Case in point, George W. Bush’s disgusting use of the death of Michigan National Guardsman Brandon Stout in his post-Petraeus address ; you can read it in this transcript from the BBC . Bush argues that the death of Stout is sad, and so you should feel bad about not supporting the war because then Stout’s family will feel rotten about the whole thing.

Indeed, Bush’s paradigm was repeated in a much more sincere, and thus unintentionally ironic, way by Stout’s widow when she appeared on Hannity & Colmes the next night. In response to host Sean Hannity’s query about whether Audrey gets offended by anti-war “political rhetoric”, Audrey replied,

“uh…yes, because it makes me feel like maybe his death was done in vain and he died for nothing”

Alan Colmes, the program’s ostensible anti-war foil, was suspiciously quiet for the majority of the interview, neatly proving the Bush war-widow strategy has legs; there is no longer any need for hawks to justify the war. Pulling out now will make America’s Audrey Stouts feel like their spouses died for nothing.

But despite the clever ploy, it is the very circumstances of Brandon Stout’s life and death that should dispel the glamour the Bush Administration now seeks to place on grieving military families. Brandon Stout did indeed die for nothing in a war he never sought to fight.

Bush’s claim that Stout “volunteered” for the National Guard, is technically true, but he did not volunteer for the war in Iraq. According to an Associated Press article at the time of Stout’s death, Stout enlisted in the Guard in June 2003, a scant month after Bush had dramatically and unequivocally declared victory in the war in Iraq. Officially, there were no combat operations in Iraq.

Had he been seeking foreign military service, Stout could have joined one of the four military branches. But Stout had practical matters on his mind. Wood 8, a local Michigan television station, reported that Stout had joined “while attending college in Lansing. It was an opportunity to earn money and train for a career in security services.” Stout chose to get married and build a life while working at the Gerald R. Ford International Airport; he was still working there when he was called to active duty in July, 2006. Even then, according to an Associated Press report, Stout had sought to be a chaplain’s assistant during his deployment, not a combatant.

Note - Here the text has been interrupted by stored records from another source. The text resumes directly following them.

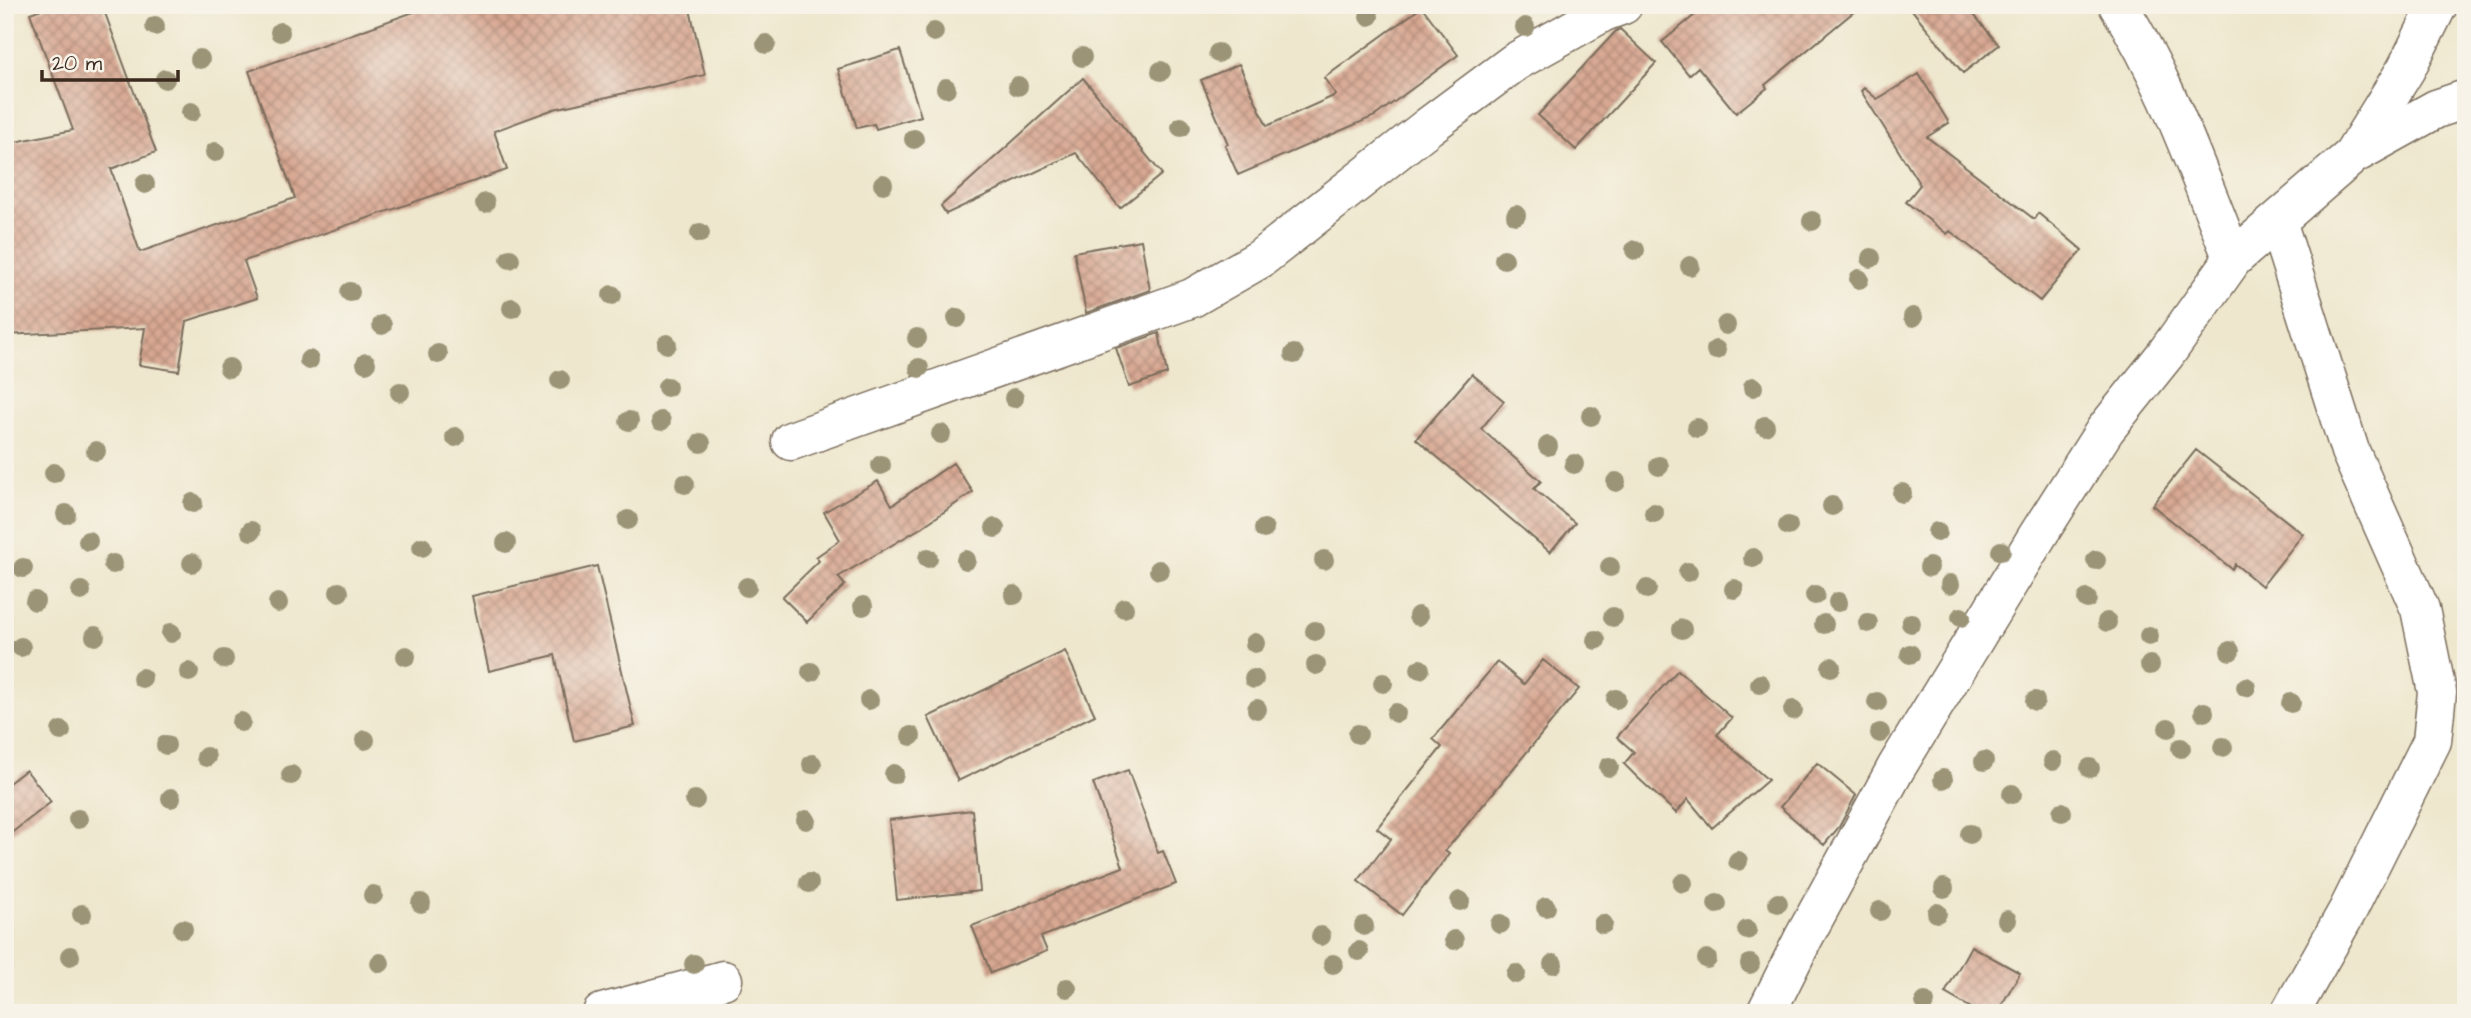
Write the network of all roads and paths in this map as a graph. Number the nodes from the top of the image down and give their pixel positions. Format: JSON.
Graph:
{"nodes":[{"id":1,"x":1623,"y":5,"type":"edge"},
{"id":2,"x":2118,"y":5,"type":"edge"},
{"id":3,"x":2438,"y":5,"type":"edge"},
{"id":4,"x":2466,"y":99,"type":"edge"},
{"id":5,"x":2353,"y":155,"type":"junction"},
{"id":6,"x":2277,"y":221,"type":"junction"},
{"id":7,"x":2233,"y":259,"type":"junction"},
{"id":8,"x":791,"y":441,"type":"dead end"},
{"id":9,"x":723,"y":981,"type":"dead end"},
{"id":10,"x":602,"y":1013,"type":"edge"},
{"id":11,"x":1766,"y":1013,"type":"edge"},
{"id":12,"x":2290,"y":1013,"type":"edge"}],
"edges":[{"from":1,"to":8,"type":"street"},
{"from":2,"to":7,"type":"street"},
{"from":3,"to":5,"type":"street"},
{"from":4,"to":5,"type":"street"},
{"from":5,"to":6,"type":"street"},
{"from":6,"to":7,"type":"street"},
{"from":6,"to":12,"type":"street"},
{"from":7,"to":11,"type":"street"},
{"from":9,"to":10,"type":"street"}]}
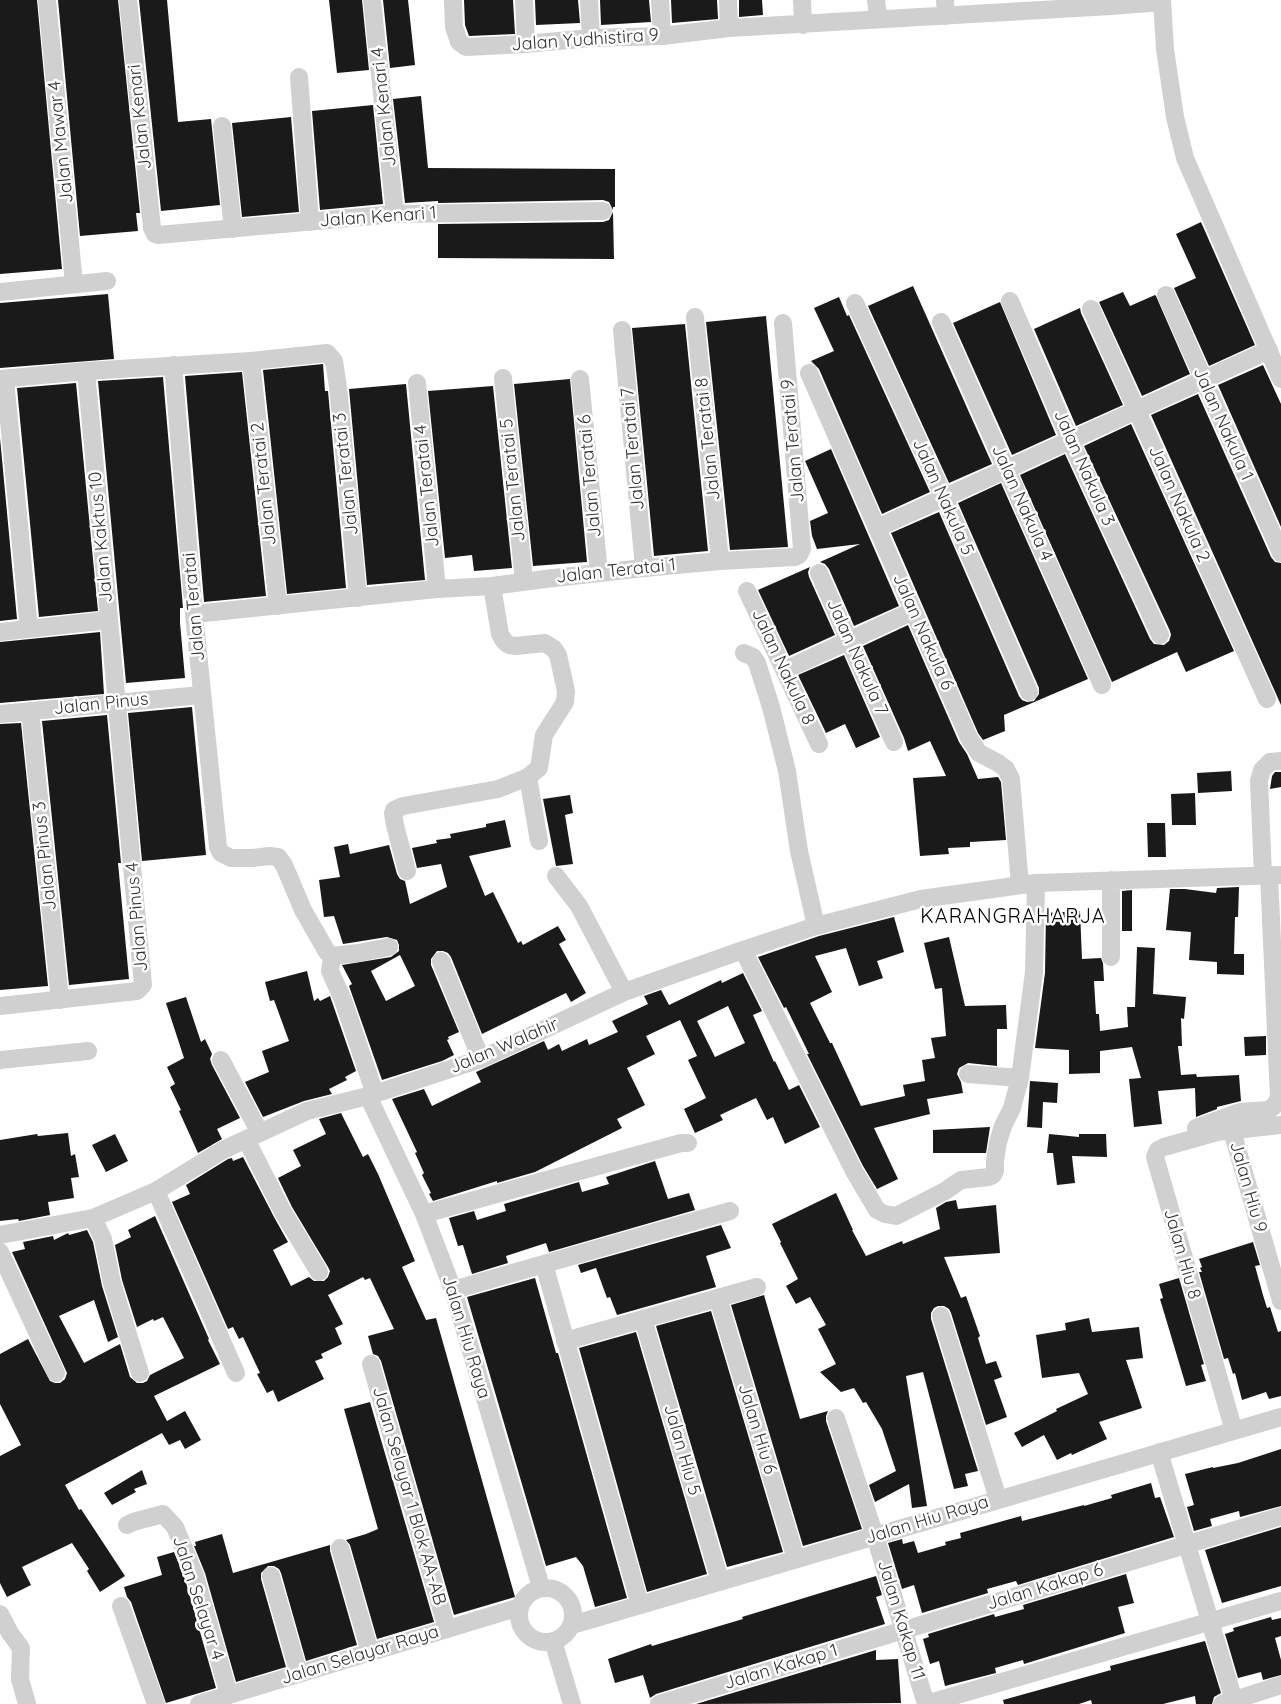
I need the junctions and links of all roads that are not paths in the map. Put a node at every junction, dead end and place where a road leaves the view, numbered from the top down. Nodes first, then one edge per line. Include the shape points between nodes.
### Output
1 (47, 0) edge
2 (128, 0) edge
3 (372, 0) edge
4 (452, 0) edge
5 (524, 0) edge
6 (589, 0) edge
7 (660, 0) edge
8 (728, 0) edge
9 (802, 0) edge
10 (876, 0) edge
11 (1162, 1) edge
12 (1109, 3) edge
13 (946, 8) edge
14 (878, 18) junction
15 (803, 24) junction
16 (729, 28) junction
17 (662, 36) junction
18 (591, 38) junction
19 (526, 44) junction
20 (299, 77) dead end
21 (222, 126) dead end
22 (603, 211) dead end
23 (395, 214) junction
24 (310, 222) junction
25 (233, 229) junction
26 (155, 234) joint
27 (108, 281) dead end
28 (74, 284) junction
29 (0, 292) edge
30 (1166, 295) dead end
31 (1010, 301) dead end
32 (854, 303) dead end
33 (1091, 309) dead end
34 (696, 318) dead end
35 (941, 322) dead end
36 (783, 323) dead end
37 (622, 330) dead end
38 (1268, 350) junction
39 (251, 361) junction
40 (173, 366) junction
41 (86, 371) junction
42 (809, 373) dead end
43 (503, 378) dead end
44 (2, 379) edge
45 (580, 379) dead end
46 (1281, 379) edge
47 (1203, 380) junction
48 (417, 383) dead end
49 (1136, 410) junction
50 (1070, 440) junction
51 (1007, 469) junction
52 (944, 497) junction
53 (877, 528) junction
54 (1281, 553) edge
55 (795, 557) joint
56 (720, 561) junction
57 (644, 568) junction
58 (599, 573) junction
59 (819, 573) dead end
60 (524, 581) junction
61 (492, 586) junction
62 (437, 589) junction
63 (747, 591) dead end
64 (358, 598) junction
65 (278, 606) junction
66 (913, 611) junction
67 (194, 614) junction
68 (109, 620) junction
69 (29, 629) junction
70 (0, 632) edge
71 (1160, 635) dead end
72 (850, 640) junction
73 (744, 653) dead end
74 (785, 670) junction
75 (1102, 685) dead end
76 (1029, 692) dead end
77 (202, 694) junction
78 (1267, 699) dead end
79 (117, 703) junction
80 (30, 711) junction
81 (0, 714) edge
82 (894, 742) dead end
83 (819, 744) dead end
84 (1281, 761) edge
85 (528, 777) junction
86 (539, 841) dead end
87 (407, 871) dead end
88 (1271, 875) edge
89 (556, 876) dead end
90 (1111, 880) junction
91 (1028, 884) junction
92 (816, 926) junction
93 (389, 947) dead end
94 (743, 950) junction
95 (332, 956) junction
96 (1111, 957) dead end
97 (441, 961) dead end
98 (624, 992) junction
99 (60, 1000) junction
100 (0, 1006) edge
101 (88, 1051) dead end
102 (481, 1059) junction
103 (0, 1060) edge
104 (222, 1060) dead end
105 (968, 1074) dead end
106 (1020, 1078) junction
107 (372, 1095) junction
108 (1281, 1125) edge
109 (1232, 1131) junction
110 (253, 1136) junction
111 (1186, 1141) junction
112 (688, 1143) dead end
113 (156, 1191) junction
114 (730, 1211) dead end
115 (424, 1214) junction
116 (93, 1218) junction
117 (0, 1235) edge
118 (0, 1252) edge
119 (544, 1264) junction
120 (318, 1272) dead end
121 (757, 1287) dead end
122 (453, 1290) junction
123 (718, 1298) junction
124 (1281, 1301) edge
125 (941, 1316) dead end
126 (643, 1319) junction
127 (566, 1341) junction
128 (371, 1364) dead end
129 (56, 1373) dead end
130 (140, 1373) dead end
131 (236, 1373) dead end
132 (1281, 1417) edge
133 (836, 1418) dead end
134 (1234, 1430) junction
135 (1159, 1452) junction
136 (998, 1499) junction
137 (1281, 1516) edge
138 (127, 1526) dead end
139 (875, 1536) junction
140 (1187, 1544) junction
141 (340, 1548) dead end
142 (796, 1559) junction
143 (272, 1576) dead end
144 (720, 1581) junction
145 (541, 1588) junction
146 (1281, 1602) edge
147 (640, 1605) junction
148 (121, 1606) dead end
149 (520, 1606) junction
150 (0, 1614) edge
151 (1210, 1623) junction
152 (572, 1625) junction
153 (447, 1629) junction
154 (904, 1630) junction
155 (553, 1641) junction
156 (370, 1652) junction
157 (299, 1674) junction
158 (1281, 1685) edge
159 (229, 1695) junction
160 (1230, 1703) edge
161 (27, 1704) edge
162 (156, 1704) edge
163 (200, 1704) edge
164 (572, 1704) edge
165 (659, 1704) edge
166 (926, 1704) edge

1 - 28 street, Jalan Mawar 4
2 - 26 street, Jalan Kenari
3 - 23 street, Jalan Kenari 4
4 - 19 street, Jalan Yudhistira 9 via 454,27 459,42 466,47
5 - 19 street
6 - 18 street
7 - 17 street
8 - 16 street
9 - 15 street
10 - 14 street
11 - 12 street, Jalan Yudhistira 9
11 - 38 street via 1164,42 1175,117 1185,158
12 - 13 street, Jalan Yudhistira 9
13 - 14 street, Jalan Yudhistira 9
14 - 15 street, Jalan Yudhistira 9
15 - 16 street, Jalan Yudhistira 9
16 - 17 street, Jalan Yudhistira 9
17 - 18 street, Jalan Yudhistira 9
18 - 19 street, Jalan Yudhistira 9
20 - 24 street
21 - 25 street
22 - 23 street, Jalan Kenari 1
23 - 24 street, Jalan Kenari 1
24 - 25 street, Jalan Kenari 1
25 - 26 street, Jalan Kenari 1
27 - 28 street
28 - 29 street
30 - 47 street, Jalan Nakula 1
31 - 50 street, Jalan Nakula 3
32 - 52 street, Jalan Nakula 5
33 - 49 street, Jalan Nakula 2
34 - 56 street, Jalan Teratai 8
35 - 51 street, Jalan Nakula 4
36 - 55 street, Jalan Teratai 9 via 802,549
37 - 57 street, Jalan Teratai 7
38 - 46 street
38 - 47 street
39 - 40 street
39 - 64 street, Jalan Teratai 3 via 327,353 334,361
39 - 65 street, Jalan Teratai 2
40 - 41 street
40 - 67 street, Jalan Teratai
41 - 44 street
41 - 68 street, Jalan Kaktus 10
42 - 53 street, Jalan Nakula 6
43 - 60 street, Jalan Teratai 5
44 - 69 street
45 - 58 street, Jalan Teratai 6
47 - 49 street
47 - 54 street, Jalan Nakula 1
48 - 62 street, Jalan Teratai 4
49 - 50 street
49 - 78 street, Jalan Nakula 2
50 - 51 street
50 - 71 street, Jalan Nakula 3
51 - 52 street
51 - 75 street, Jalan Nakula 4
52 - 53 street
52 - 76 street, Jalan Nakula 5
53 - 66 street, Jalan Nakula 6
55 - 56 street, Jalan Teratai 1
56 - 57 street, Jalan Teratai 1
57 - 58 street, Jalan Teratai 1
58 - 60 street, Jalan Teratai 1
59 - 72 street, Jalan Nakula 7
60 - 61 street, Jalan Teratai 1
61 - 62 street, Jalan Teratai 1
61 - 85 street via 504,641 516,646 545,642 554,649 566,691 565,702 544,735 539,768
62 - 64 street, Jalan Teratai 1
63 - 74 street, Jalan Nakula 8
64 - 65 street, Jalan Teratai 1
65 - 67 street, Jalan Teratai 1
66 - 72 street
66 - 91 street, Jalan Nakula 6 via 969,738 979,753 1006,769 1011,778
67 - 77 street, Jalan Teratai
68 - 69 street
68 - 79 street, Jalan Kaktus 10
69 - 70 street
72 - 74 street
72 - 82 street, Jalan Nakula 7
73 - 92 street via 757,663 771,707 787,771 799,851
74 - 83 street, Jalan Nakula 8
77 - 79 street, Jalan Pinus
77 - 95 street, Jalan Teratai via 218,847 231,858 278,857 303,910
79 - 80 street, Jalan Pinus
79 - 99 street, Jalan Pinus 4 via 143,985 137,991
80 - 81 street, Jalan Pinus
80 - 99 street, Jalan Pinus 3
84 - 88 street via 1270,762 1262,770 1260,781
85 - 86 street
85 - 87 street via 498,789 394,810
88 - 90 street, Jalan Walahir
88 - 111 street via 1279,1098 1269,1110 1240,1112 1192,1130
89 - 98 street via 579,906
90 - 91 street, Jalan Walahir
90 - 96 street
91 - 92 street, Jalan Walahir via 921,899
91 - 106 street, Jalan Nakula 6 via 1034,972
92 - 94 street, Jalan Walahir
93 - 95 street
94 - 98 street, Jalan Walahir
94 - 106 street, Jalan Nakula 6 via 854,1171 877,1210 885,1214 900,1215 961,1180 993,1175 1000,1134 1012,1108
95 - 107 street, Jalan Hiu Raya via 330,971 343,1000
97 - 102 street
98 - 102 street, Jalan Walahir
99 - 100 street, Jalan Pinus 4
101 - 103 street
102 - 107 street, Jalan Walahir
104 - 110 street
105 - 106 street
107 - 110 street, Jalan Walahir via 307,1111
107 - 115 street, Jalan Hiu Raya
108 - 109 street, Jalan Hiu 8
109 - 111 street, Jalan Hiu 8
109 - 124 street, Jalan Hiu 9
110 - 113 street, Jalan Walahir
110 - 120 street via 283,1212
111 - 134 street, Jalan Hiu 8 via 1158,1150 1156,1166
112 - 115 street
113 - 116 street, Jalan Walahir
113 - 131 street
114 - 119 street
115 - 122 street, Jalan Hiu Raya
116 - 117 street, Jalan Walahir
116 - 130 street via 103,1239 112,1282
118 - 129 street
119 - 122 street
119 - 127 street
121 - 123 street
122 - 145 street, Jalan Hiu Raya
123 - 126 street
123 - 142 street, Jalan Hiu 6
125 - 136 street
126 - 127 street
126 - 144 street, Jalan Hiu 5
127 - 147 street
128 - 153 street, Jalan Selayar 1 Blok AA-AB
132 - 134 street, Jalan Hiu Raya
133 - 139 street, Jalan Kakap 11
134 - 135 street, Jalan Hiu Raya
135 - 136 street, Jalan Hiu Raya
135 - 140 street
136 - 139 street, Jalan Hiu Raya
137 - 140 street, Jalan Kakap 6
138 - 159 street, Jalan Selayar 4 via 164,1514 175,1526 195,1576
139 - 142 street, Jalan Hiu Raya
139 - 154 street, Jalan Kakap 11
140 - 151 street
140 - 154 street, Jalan Kakap 6
141 - 156 street
142 - 144 street, Jalan Hiu Raya
143 - 157 street
144 - 147 street, Jalan Hiu Raya
145 - 149 street via 528,1594
145 - 152 street via 555,1589 567,1597 573,1610
146 - 151 street
147 - 152 street, Jalan Hiu Raya
148 - 162 street
149 - 153 street, Jalan Selayar Raya
149 - 155 street via 521,1626 534,1640
150 - 161 street via 21,1648 20,1679
151 - 160 street
151 - 166 street
152 - 155 street via 565,1635
153 - 156 street, Jalan Selayar Raya
154 - 165 street, Jalan Kakap 1
154 - 166 street, Jalan Kakap 11
155 - 164 street
156 - 157 street, Jalan Selayar Raya
157 - 159 street, Jalan Selayar Raya
158 - 160 street
159 - 163 street, Jalan Selayar Raya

Stout’s family may accept Bush’s narrative as some measure of consolation today. But Stout was quite simply drafted and then killed in a needless war. According to Icasualties.org, four hundred other National Guardsmen—whose terms of enlistment span eight years—have been drafted and killed in similar fashion. Nearly two hundred more Army Reservists have been killed in Iraq through Bush’s cynical back-door draft.

Those of us who do not want our own dead children to be celebrated in Bush’s next speech have a simple choice. We can pity Stout. We can pity his wife and family. We can pity them and the thousands of others like them, and thus remain silent.

Or we can get angry: at an administration that uses soldiers as fodder and their deaths as a rhetorical device; at a supine media peddling military press releases instead of investigative reporting; and yes, at the manipulation of the families of dead soldiers, who in their aggrieved confusion are now joining the Bush administration in asking our children, family and friends to go and kill and die for nothing.

It may seem callous to the troops and their families, but, as our war in Iraq has proven over the last five years, there are worse things.